Tuesday night, starting at about 10:30 or 11, I got a call from the doctor on duty saying she was having difficulty breathing. Then another call. And the third call was they had increased oxygen to maximum. She had started at two liters per minute. It had gone up to 15 by Tuesday night. Around 1 a.m. when the last call came, I got the family up — my wife and two kids — and we did a FaceTime with her. We sort of knew that this was the end. 

She did not want a ventilator. She had told two of the doctors at the hospital, she had told me, and it’s in her living will, that she doesn’t want a ventilator. So I basically FaceTimed with her at 1:30 on Wednesday morning, and stayed on FaceTime with her through — I think Wednesday afternoon around 4:35 was her last breath. We talked to her, we played Indian prayers for her. My brother FaceTimed in from Chicago. 

I felt sad that I couldn’t be there with her. And yet I knew why.

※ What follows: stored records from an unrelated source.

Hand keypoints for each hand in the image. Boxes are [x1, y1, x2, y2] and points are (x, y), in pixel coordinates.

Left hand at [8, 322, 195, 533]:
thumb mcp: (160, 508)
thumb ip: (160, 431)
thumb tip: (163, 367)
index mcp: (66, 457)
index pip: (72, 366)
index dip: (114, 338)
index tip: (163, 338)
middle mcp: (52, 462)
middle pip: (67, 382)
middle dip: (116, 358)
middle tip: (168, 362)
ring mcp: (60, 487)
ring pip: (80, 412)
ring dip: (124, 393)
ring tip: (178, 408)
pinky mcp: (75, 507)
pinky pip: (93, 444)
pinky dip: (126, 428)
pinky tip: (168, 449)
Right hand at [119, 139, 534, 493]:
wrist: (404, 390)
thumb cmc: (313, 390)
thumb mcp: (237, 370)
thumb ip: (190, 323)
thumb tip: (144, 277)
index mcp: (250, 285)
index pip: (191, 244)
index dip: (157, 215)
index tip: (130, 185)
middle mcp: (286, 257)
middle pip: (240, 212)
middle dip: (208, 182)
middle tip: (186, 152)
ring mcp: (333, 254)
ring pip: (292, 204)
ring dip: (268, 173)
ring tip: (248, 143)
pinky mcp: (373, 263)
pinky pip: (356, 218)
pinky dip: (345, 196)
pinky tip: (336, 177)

So that’s why we did the FaceTime. She would look at me every now and then say, “Why are you still there? Why are you up? Go to sleep, you’re going to be tired.” I’m like, you know, to the last breath, she’s going to be my mother, right? And I just wanted to be there with her. 

She was a fighter. She was a fighter for herself. But more importantly, she was a fighter for other people. A lot of folks came to her when they needed help, whether it was some personal issues, some financial issues, some other things. She ended up sponsoring her family and others into this country. She’s helped people start businesses by loaning them money. She’s donated to students in India and here, and to many causes.

Last year, she went to a global warming protest march in Burlington. Her objective was to fight so the children and grandchildren can have a better world. That’s the other aspect of her that I admire: being a fighter and not just sitting back and letting it pass by you.

Rama Rawal died at the UVM Medical Center in Burlington on April 1, 2020. She was 86 years old.